故に、自分に向けられている物が銃であるという事も、そこから噴出された白い煙が催眠ガスだという事も、知る由が無かった。
- Re: “Variant” ( No.9 )
- 日時: 2009/11/21 09:50
- 名前: 犬野ミケ (ID: LUfIn2Ky)
或いは1時間前
初春のまだ肌寒い風を僅かに感じる、暗い森の中。昼間だというのに足下が曖昧になるほど日光を遮る、新芽の出た木の枝を見上げ、男が呆れて呟く。

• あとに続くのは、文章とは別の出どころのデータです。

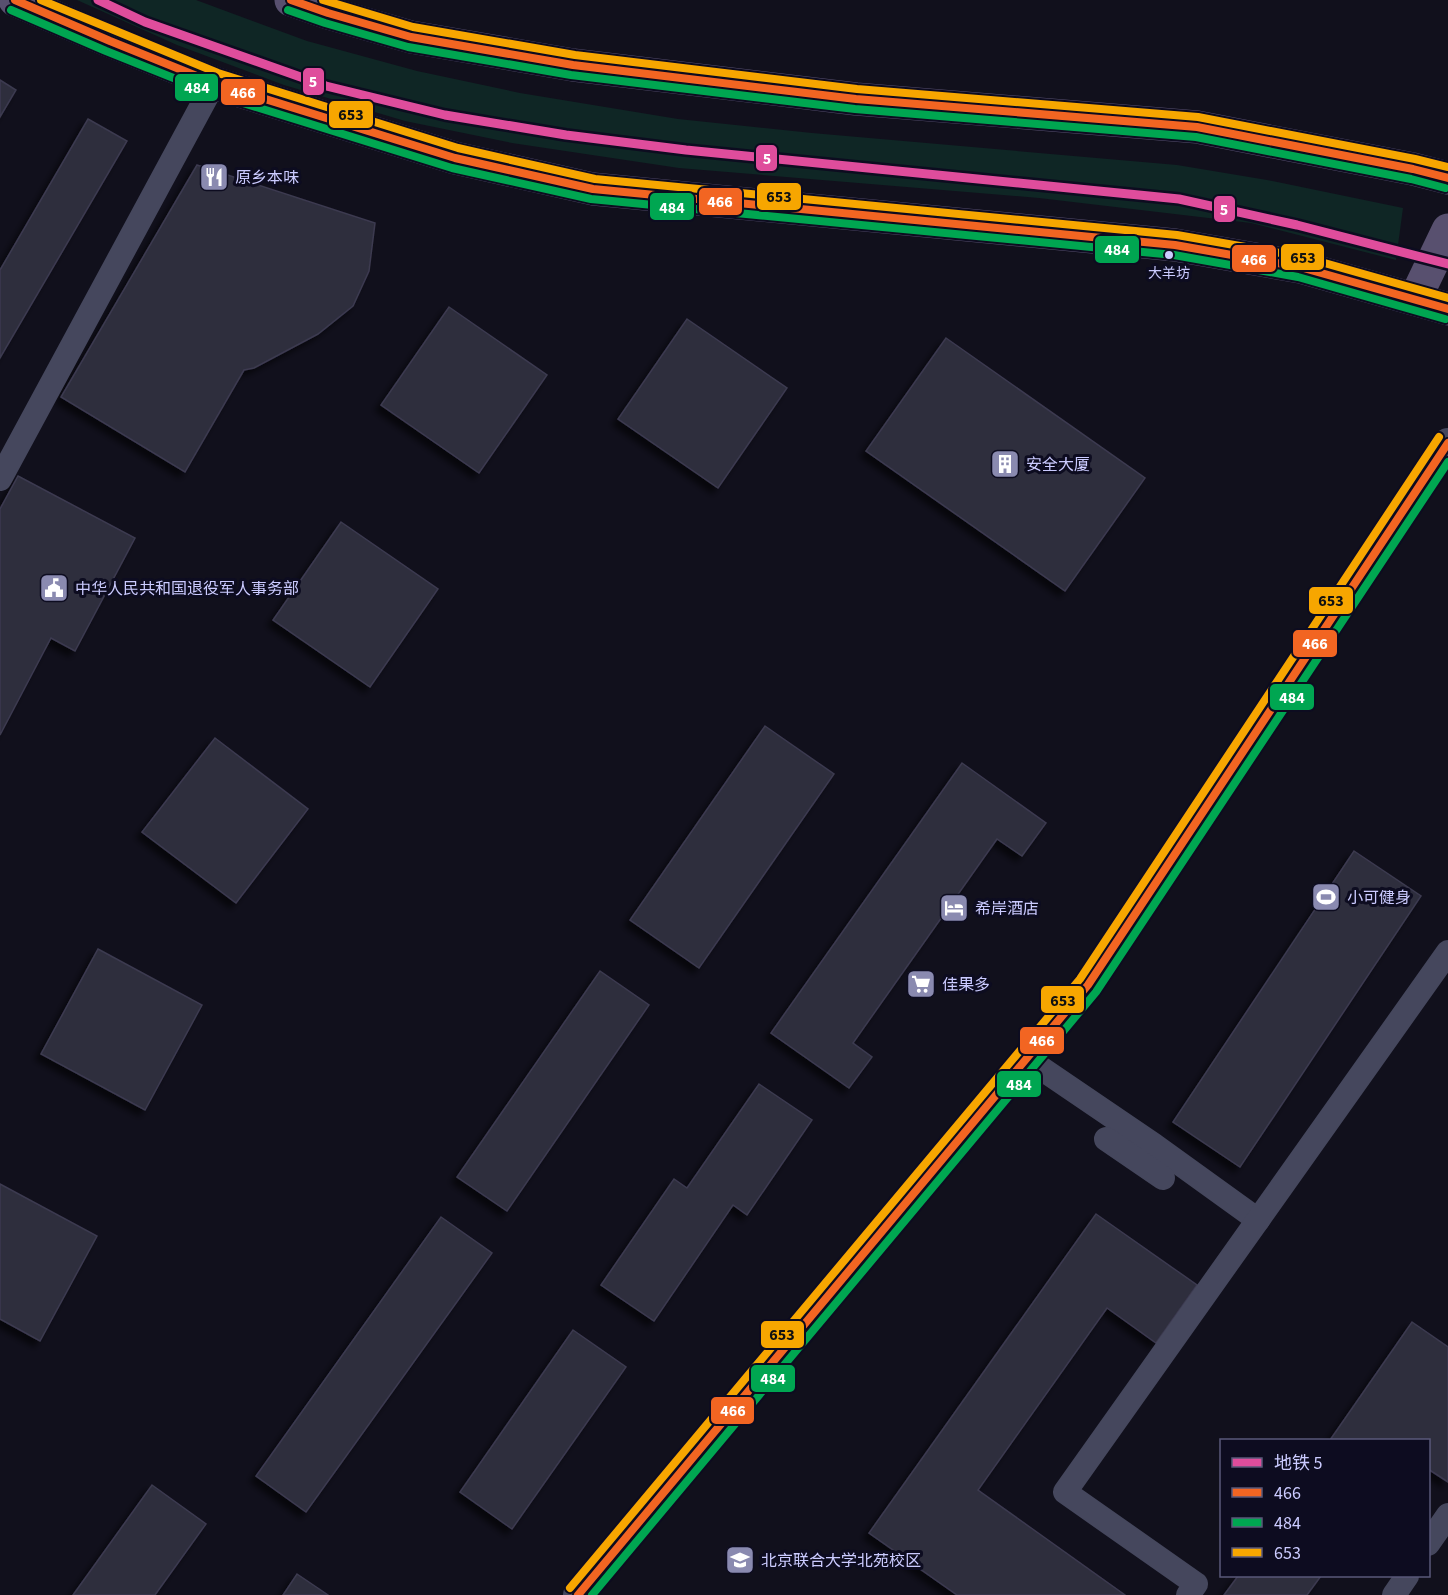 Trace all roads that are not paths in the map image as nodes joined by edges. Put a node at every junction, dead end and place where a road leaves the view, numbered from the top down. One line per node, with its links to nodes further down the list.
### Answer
1 (15, 0): 3 (main road)
2 (291, 0): 4 (main road)
3 (214, 83): 6 (main road); 9 (street)
4 (1448, 178)
5 (1448, 230): 6 (main road)
6 (1414, 299): 7 (main road)
7 (1448, 309)
8 (1448, 443): 11 (street)
9 (0, 479)
10 (1448, 952): 14 (street)
11 (1026, 1058): 14 (street); 18 (street)
12 (1106, 1139): 13 (street)
13 (1163, 1178)
14 (1258, 1220): 19 (street)
15 (1448, 1515): 16 (street)
16 (1430, 1541)
17 (1406, 1577): 20 (street)
18 (578, 1595)
19 (1188, 1595)
20 (1394, 1595)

「うげぇ。参るな、これは。こんだけ暗けりゃテンションもガタ落ちだっての……なぁ、イオリ?」
悪態を吐く男がイオリと呼んだ傍らの男は、憮然とした面を見せて男を無視する。そして、話しかけてきた男を置いていこうと、騎乗した動物に拍車をかけ足を速める。
「だっ!?酷っ酷いぞッ人を無視するな!」
「煩い、フィル。喧しい黙れ口を閉じろ。そこら辺の枝にでも突き刺さって死んでおけ」
人差し指を勢い良く突きつけ、罵声を上げる男——————フィルに激烈な言葉を重ねに重ねるイオリ。
奇妙で珍妙な2人組、フィルとイオリ。
2人の纏う服は、揃いの物だった。黒に近い藍色を基調とした、軍服。右上腕部には鳥が大きく翼を広げる図柄の刺繍が施されており、その下には同じく刺繍で文字が刻まれていた。
<ローダ騎士団>
それは小規模ながらも、広く名を轟かせている一団だった。実力は元より、別の意味でも有名なローダ騎士団。
羽觴のローダの二つ名を拝し、騎士団の名を冠すローダ騎士団だが、その本質は他の騎士団と大きく異なるといっても良い。寧ろ、賞金稼ぎの集まりに近い。
まず、本部というものが存在しない。彼らには、帰る地はどこにも無い。その分、施設の維持費が必要なく、あちこちを自由に動き回れることが利点である。
次に、非常に少人数であること。その数——————8人。少ないが、個々の能力は高い。実力だけなら、どの実在する騎士団にも勝るだろう。少数ゆえに、消耗戦には耐えられないのが弱点ではあるが。
そのローダ騎士団が2人、フィル・カーソンと長沢イオリは迷うことなく森を進む。おる男に止めを刺すこと、その為に。
たわいない会話をしながら進む2人をしながら進む2人を、瞬きすらせずに木の上から凝視する瞳があった。
2人が視界から消えうせると、瞳の持ち主は大きく鮮やかに目に映る黄色の翼を広げ上空へと羽ばたいていった。そして煌々と地を照らす太陽に向かって一声甲高くしゃがれた鳴き声を上げた。
まるで挑戦を叩きつけるかのような鳴き声は、言葉の羅列にも聞こえた。
- Re: “Variant” ( No.10 )
- 日時: 2009/11/21 15:40
- 名前: 十六夜 葉月 ◆Gl6JohbFiw (ID: A8w5Zasw)
最新話更新したようなのでおじゃまします。
ミケも文としては所々はっちゃけてるよな。イオリの毒舌っぷりには笑うしかなかったw
ミケは更新遅くても文章の質が良いからねー。どこぞのカボパン馬鹿とは違う(お前だ
さてはて今日も更新しようかなー?
と言う訳で葉月でした。
- Re: “Variant” ( No.11 )
- 日時: 2009/11/23 13:15
- 名前: 犬野ミケ (ID: AHLqKRWO)
コメントありがとうございます。
はっちゃけてるというか……イオリも最初は寡黙な人の設定だったんだよ……なんか違っちゃったけど。
いいじゃないかおいしいよカボパン。ギャグが入れれるようになりたいよ、あたしも。